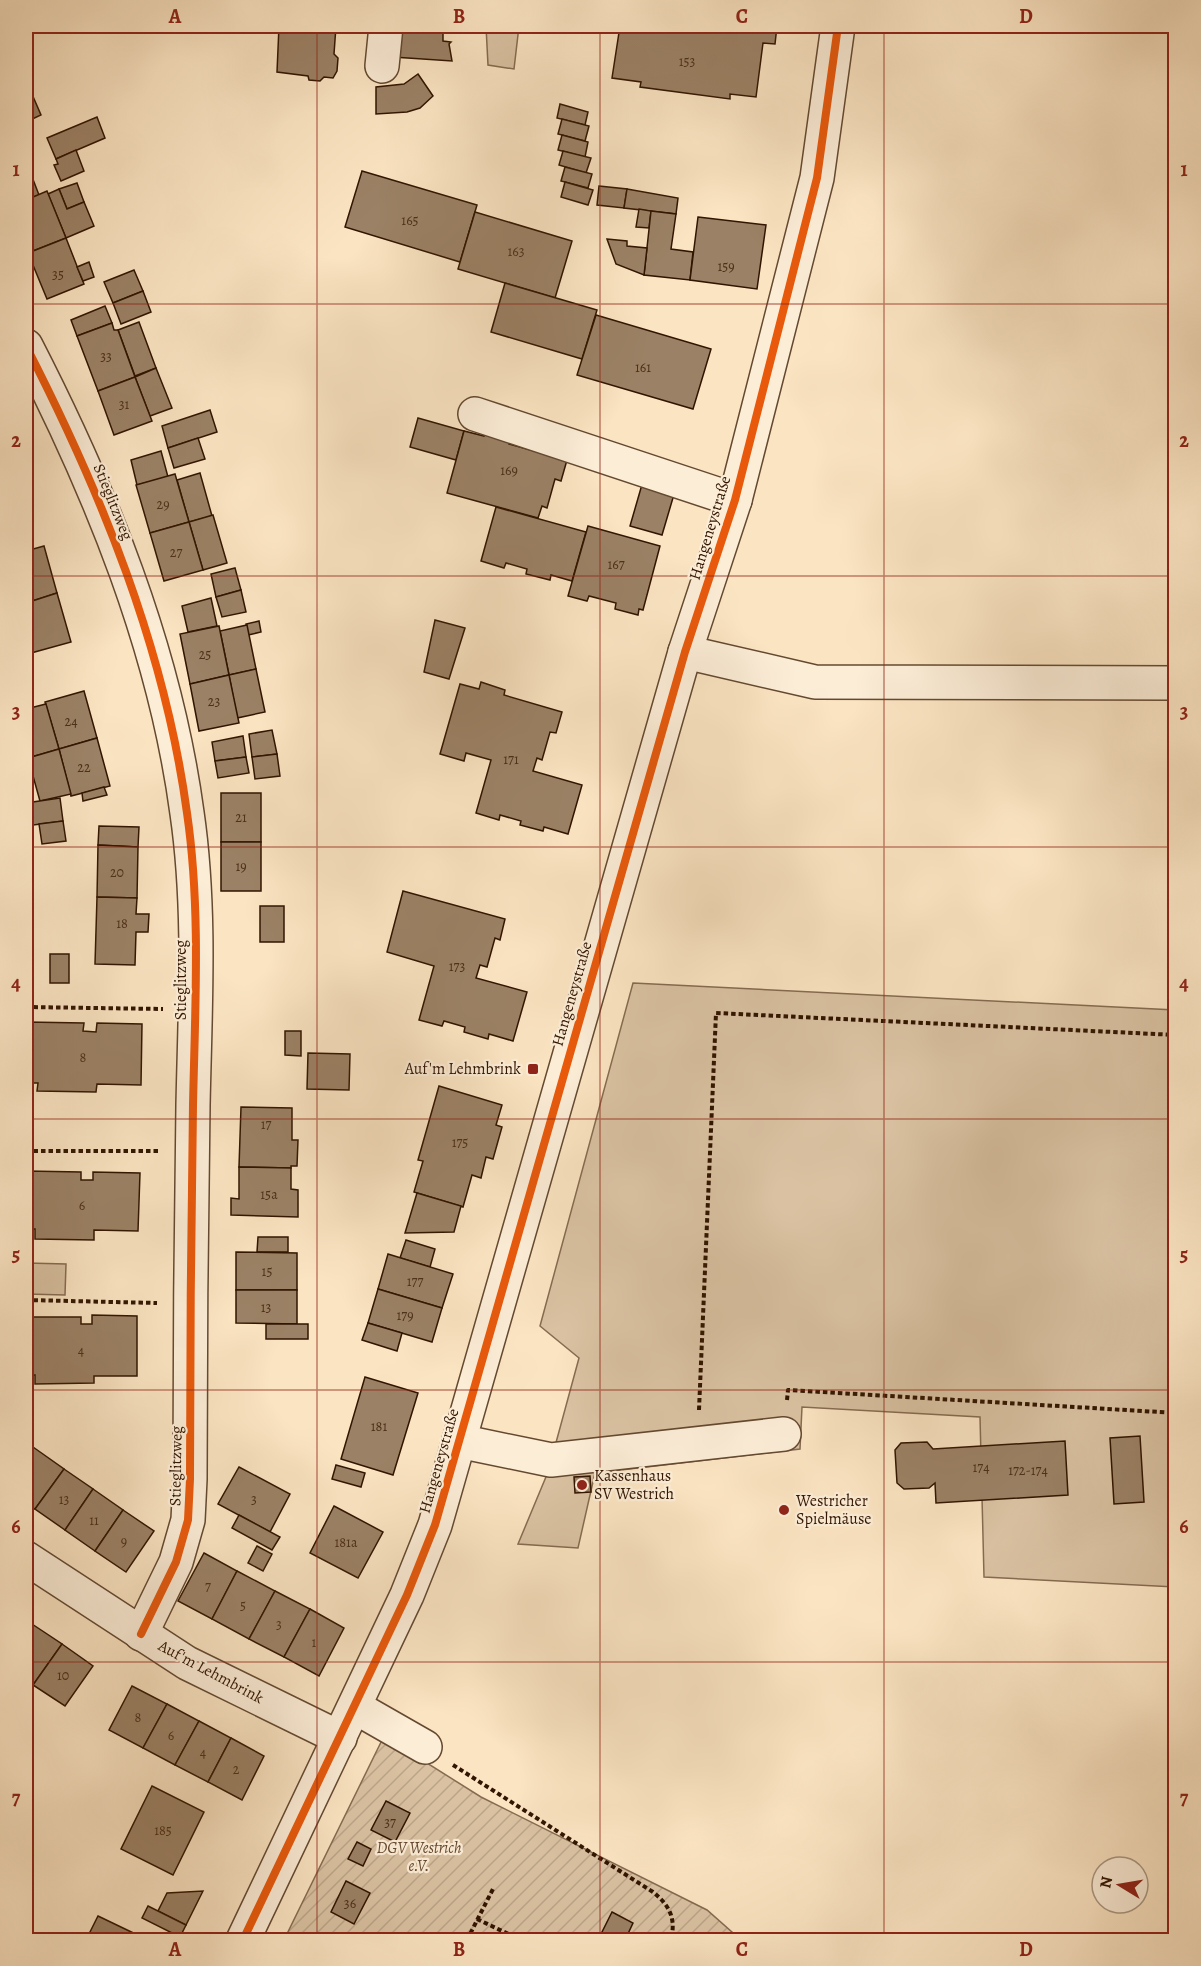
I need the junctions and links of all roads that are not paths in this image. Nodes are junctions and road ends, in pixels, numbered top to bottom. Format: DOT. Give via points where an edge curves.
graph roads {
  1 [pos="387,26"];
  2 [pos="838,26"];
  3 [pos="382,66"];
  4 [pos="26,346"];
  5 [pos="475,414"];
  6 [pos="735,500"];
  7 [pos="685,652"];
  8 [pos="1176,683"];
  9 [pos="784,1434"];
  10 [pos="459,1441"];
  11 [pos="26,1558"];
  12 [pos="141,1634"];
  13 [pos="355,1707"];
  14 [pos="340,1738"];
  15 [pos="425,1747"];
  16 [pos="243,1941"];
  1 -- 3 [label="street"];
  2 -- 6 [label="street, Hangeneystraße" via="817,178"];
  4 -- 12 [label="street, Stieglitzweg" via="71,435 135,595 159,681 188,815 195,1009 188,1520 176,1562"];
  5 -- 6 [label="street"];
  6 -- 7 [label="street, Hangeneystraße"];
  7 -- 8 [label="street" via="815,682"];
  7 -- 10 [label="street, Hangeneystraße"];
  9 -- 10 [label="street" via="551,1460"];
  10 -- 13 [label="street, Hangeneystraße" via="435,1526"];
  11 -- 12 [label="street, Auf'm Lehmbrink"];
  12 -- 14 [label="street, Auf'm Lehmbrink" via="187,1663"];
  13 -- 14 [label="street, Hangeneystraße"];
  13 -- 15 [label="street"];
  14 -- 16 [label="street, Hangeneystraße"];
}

━━━━━━━━━━━━━━━━━━━━

### What to do
Give the entries again, exactly and in full, with no image included.

### Response area
I need the junctions and links of all roads that are not paths in this image. Nodes are junctions and road ends, in pixels, numbered top to bottom. Format: DOT. Give via points where an edge curves.
graph roads {
  1 [pos="387,26"];
  2 [pos="838,26"];
  3 [pos="382,66"];
  4 [pos="26,346"];
  5 [pos="475,414"];
  6 [pos="735,500"];
  7 [pos="685,652"];
  8 [pos="1176,683"];
  9 [pos="784,1434"];
  10 [pos="459,1441"];
  11 [pos="26,1558"];
  12 [pos="141,1634"];
  13 [pos="355,1707"];
  14 [pos="340,1738"];
  15 [pos="425,1747"];
  16 [pos="243,1941"];
  1 -- 3 [label="street"];
  2 -- 6 [label="street, Hangeneystraße" via="817,178"];
  4 -- 12 [label="street, Stieglitzweg" via="71,435 135,595 159,681 188,815 195,1009 188,1520 176,1562"];
  5 -- 6 [label="street"];
  6 -- 7 [label="street, Hangeneystraße"];
  7 -- 8 [label="street" via="815,682"];
  7 -- 10 [label="street, Hangeneystraße"];
  9 -- 10 [label="street" via="551,1460"];
  10 -- 13 [label="street, Hangeneystraße" via="435,1526"];
  11 -- 12 [label="street, Auf'm Lehmbrink"];
  12 -- 14 [label="street, Auf'm Lehmbrink" via="187,1663"];
  13 -- 14 [label="street, Hangeneystraße"];
  13 -- 15 [label="street"];
  14 -- 16 [label="street, Hangeneystraße"];
}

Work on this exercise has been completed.